STORED DATA:
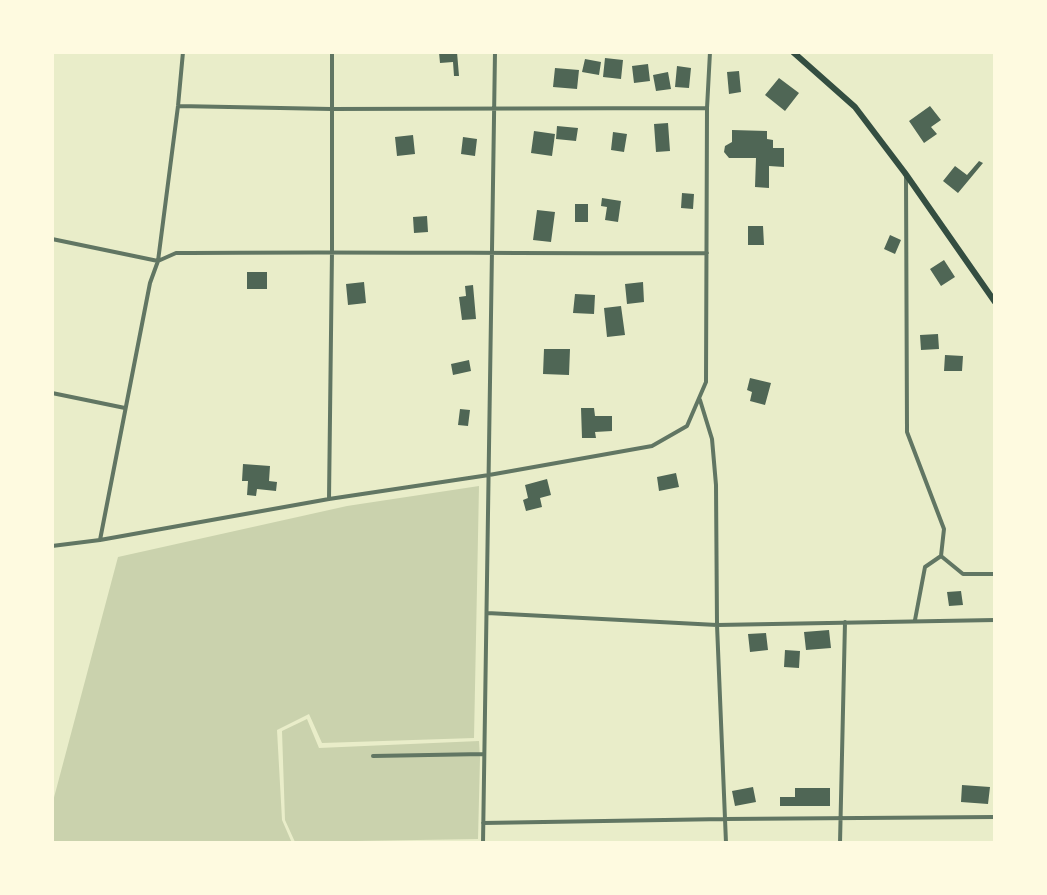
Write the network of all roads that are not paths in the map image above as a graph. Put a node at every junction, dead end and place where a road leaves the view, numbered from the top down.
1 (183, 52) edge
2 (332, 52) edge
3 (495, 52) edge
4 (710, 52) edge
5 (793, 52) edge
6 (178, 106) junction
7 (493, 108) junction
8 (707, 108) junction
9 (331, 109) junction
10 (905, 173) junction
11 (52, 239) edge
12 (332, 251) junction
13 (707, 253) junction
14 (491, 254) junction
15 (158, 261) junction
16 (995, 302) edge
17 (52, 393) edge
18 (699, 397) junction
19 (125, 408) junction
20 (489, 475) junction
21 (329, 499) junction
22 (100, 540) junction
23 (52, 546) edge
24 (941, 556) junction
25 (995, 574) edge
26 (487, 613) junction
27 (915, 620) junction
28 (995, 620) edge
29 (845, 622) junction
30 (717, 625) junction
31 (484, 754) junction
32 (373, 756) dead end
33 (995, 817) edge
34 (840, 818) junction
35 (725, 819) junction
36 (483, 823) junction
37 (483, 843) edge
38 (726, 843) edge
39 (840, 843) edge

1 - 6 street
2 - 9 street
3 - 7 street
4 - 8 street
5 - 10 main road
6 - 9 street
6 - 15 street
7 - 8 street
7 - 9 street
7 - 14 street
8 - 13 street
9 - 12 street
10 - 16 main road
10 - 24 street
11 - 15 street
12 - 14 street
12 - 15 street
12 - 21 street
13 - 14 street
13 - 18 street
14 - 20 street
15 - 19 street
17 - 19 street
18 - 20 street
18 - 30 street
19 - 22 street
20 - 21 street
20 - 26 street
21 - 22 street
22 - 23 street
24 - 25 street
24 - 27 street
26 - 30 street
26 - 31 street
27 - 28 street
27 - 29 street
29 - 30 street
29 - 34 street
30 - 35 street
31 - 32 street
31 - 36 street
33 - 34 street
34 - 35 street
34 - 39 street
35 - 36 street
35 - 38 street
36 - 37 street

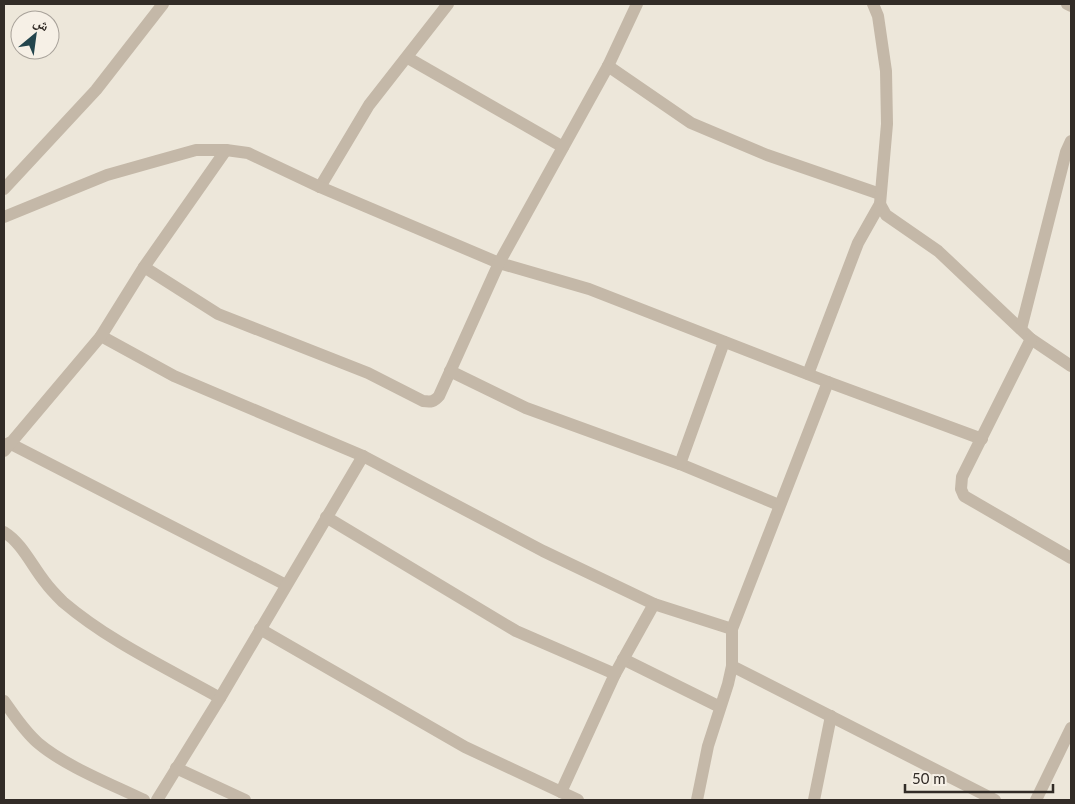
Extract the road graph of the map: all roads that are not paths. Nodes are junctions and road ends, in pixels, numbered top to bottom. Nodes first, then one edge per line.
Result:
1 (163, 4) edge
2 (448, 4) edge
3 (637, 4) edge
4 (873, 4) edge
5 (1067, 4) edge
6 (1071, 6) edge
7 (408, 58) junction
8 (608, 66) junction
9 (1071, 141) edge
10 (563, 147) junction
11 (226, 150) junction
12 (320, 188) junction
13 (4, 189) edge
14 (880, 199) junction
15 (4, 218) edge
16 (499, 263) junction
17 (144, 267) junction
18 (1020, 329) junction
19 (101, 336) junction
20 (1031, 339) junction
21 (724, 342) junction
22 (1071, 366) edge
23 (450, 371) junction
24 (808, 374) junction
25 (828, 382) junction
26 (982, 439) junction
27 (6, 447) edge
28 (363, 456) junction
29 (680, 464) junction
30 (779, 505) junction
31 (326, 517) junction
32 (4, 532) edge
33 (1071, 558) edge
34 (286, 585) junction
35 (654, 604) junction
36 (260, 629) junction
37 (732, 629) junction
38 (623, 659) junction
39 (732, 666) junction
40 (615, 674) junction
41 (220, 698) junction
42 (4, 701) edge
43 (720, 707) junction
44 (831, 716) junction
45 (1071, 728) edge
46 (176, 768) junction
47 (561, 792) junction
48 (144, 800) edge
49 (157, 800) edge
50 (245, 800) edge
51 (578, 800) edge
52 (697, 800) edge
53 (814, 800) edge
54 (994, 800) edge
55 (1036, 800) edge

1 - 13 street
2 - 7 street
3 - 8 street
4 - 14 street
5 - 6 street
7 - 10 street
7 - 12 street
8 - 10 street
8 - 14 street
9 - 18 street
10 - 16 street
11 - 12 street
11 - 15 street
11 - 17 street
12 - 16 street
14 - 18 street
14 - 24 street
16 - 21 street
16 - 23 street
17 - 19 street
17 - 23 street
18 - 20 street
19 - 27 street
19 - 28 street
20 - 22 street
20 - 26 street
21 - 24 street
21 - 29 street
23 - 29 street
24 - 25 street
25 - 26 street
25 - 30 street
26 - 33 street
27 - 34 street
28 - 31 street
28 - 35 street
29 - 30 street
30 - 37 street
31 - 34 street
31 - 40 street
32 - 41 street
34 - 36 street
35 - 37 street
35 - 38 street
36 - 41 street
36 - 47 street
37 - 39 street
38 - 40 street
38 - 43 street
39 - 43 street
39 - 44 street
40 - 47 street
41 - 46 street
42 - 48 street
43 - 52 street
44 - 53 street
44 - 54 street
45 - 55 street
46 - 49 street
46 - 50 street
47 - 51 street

YOUR INSTRUCTIONS:
Please transcribe every record above exactly as written, leaving out the pictures.

TASK OUTPUT:
Write the network of all roads that are not paths in the map image above as a graph. Put a node at every junction, dead end and place where a road leaves the view, numbered from the top down.
1 (183, 52) edge
2 (332, 52) edge
3 (495, 52) edge
4 (710, 52) edge
5 (793, 52) edge
6 (178, 106) junction
7 (493, 108) junction
8 (707, 108) junction
9 (331, 109) junction
10 (905, 173) junction
11 (52, 239) edge
12 (332, 251) junction
13 (707, 253) junction
14 (491, 254) junction
15 (158, 261) junction
16 (995, 302) edge
17 (52, 393) edge
18 (699, 397) junction
19 (125, 408) junction
20 (489, 475) junction
21 (329, 499) junction
22 (100, 540) junction
23 (52, 546) edge
24 (941, 556) junction
25 (995, 574) edge
26 (487, 613) junction
27 (915, 620) junction
28 (995, 620) edge
29 (845, 622) junction
30 (717, 625) junction
31 (484, 754) junction
32 (373, 756) dead end
33 (995, 817) edge
34 (840, 818) junction
35 (725, 819) junction
36 (483, 823) junction
37 (483, 843) edge
38 (726, 843) edge
39 (840, 843) edge

1 - 6 street
2 - 9 street
3 - 7 street
4 - 8 street
5 - 10 main road
6 - 9 street
6 - 15 street
7 - 8 street
7 - 9 street
7 - 14 street
8 - 13 street
9 - 12 street
10 - 16 main road
10 - 24 street
11 - 15 street
12 - 14 street
12 - 15 street
12 - 21 street
13 - 14 street
13 - 18 street
14 - 20 street
15 - 19 street
17 - 19 street
18 - 20 street
18 - 30 street
19 - 22 street
20 - 21 street
20 - 26 street
21 - 22 street
22 - 23 street
24 - 25 street
24 - 27 street
26 - 30 street
26 - 31 street
27 - 28 street
27 - 29 street
29 - 30 street
29 - 34 street
30 - 35 street
31 - 32 street
31 - 36 street
33 - 34 street
34 - 35 street
34 - 39 street
35 - 36 street
35 - 38 street
36 - 37 street

Extract the road graph of the map: all roads that are not paths. Nodes are junctions and road ends, in pixels, numbered top to bottom. Nodes first, then one edge per line.
Result:
1 (163, 4) edge
2 (448, 4) edge
3 (637, 4) edge
4 (873, 4) edge
5 (1067, 4) edge
6 (1071, 6) edge
7 (408, 58) junction
8 (608, 66) junction
9 (1071, 141) edge
10 (563, 147) junction
11 (226, 150) junction
12 (320, 188) junction
13 (4, 189) edge
14 (880, 199) junction
15 (4, 218) edge
16 (499, 263) junction
17 (144, 267) junction
18 (1020, 329) junction
19 (101, 336) junction
20 (1031, 339) junction
21 (724, 342) junction
22 (1071, 366) edge
23 (450, 371) junction
24 (808, 374) junction
25 (828, 382) junction
26 (982, 439) junction
27 (6, 447) edge
28 (363, 456) junction
29 (680, 464) junction
30 (779, 505) junction
31 (326, 517) junction
32 (4, 532) edge
33 (1071, 558) edge
34 (286, 585) junction
35 (654, 604) junction
36 (260, 629) junction
37 (732, 629) junction
38 (623, 659) junction
39 (732, 666) junction
40 (615, 674) junction
41 (220, 698) junction
42 (4, 701) edge
43 (720, 707) junction
44 (831, 716) junction
45 (1071, 728) edge
46 (176, 768) junction
47 (561, 792) junction
48 (144, 800) edge
49 (157, 800) edge
50 (245, 800) edge
51 (578, 800) edge
52 (697, 800) edge
53 (814, 800) edge
54 (994, 800) edge
55 (1036, 800) edge

1 - 13 street
2 - 7 street
3 - 8 street
4 - 14 street
5 - 6 street
7 - 10 street
7 - 12 street
8 - 10 street
8 - 14 street
9 - 18 street
10 - 16 street
11 - 12 street
11 - 15 street
11 - 17 street
12 - 16 street
14 - 18 street
14 - 24 street
16 - 21 street
16 - 23 street
17 - 19 street
17 - 23 street
18 - 20 street
19 - 27 street
19 - 28 street
20 - 22 street
20 - 26 street
21 - 24 street
21 - 29 street
23 - 29 street
24 - 25 street
25 - 26 street
25 - 30 street
26 - 33 street
27 - 34 street
28 - 31 street
28 - 35 street
29 - 30 street
30 - 37 street
31 - 34 street
31 - 40 street
32 - 41 street
34 - 36 street
35 - 37 street
35 - 38 street
36 - 41 street
36 - 47 street
37 - 39 street
38 - 40 street
38 - 43 street
39 - 43 street
39 - 44 street
40 - 47 street
41 - 46 street
42 - 48 street
43 - 52 street
44 - 53 street
44 - 54 street
45 - 55 street
46 - 49 street
46 - 50 street
47 - 51 street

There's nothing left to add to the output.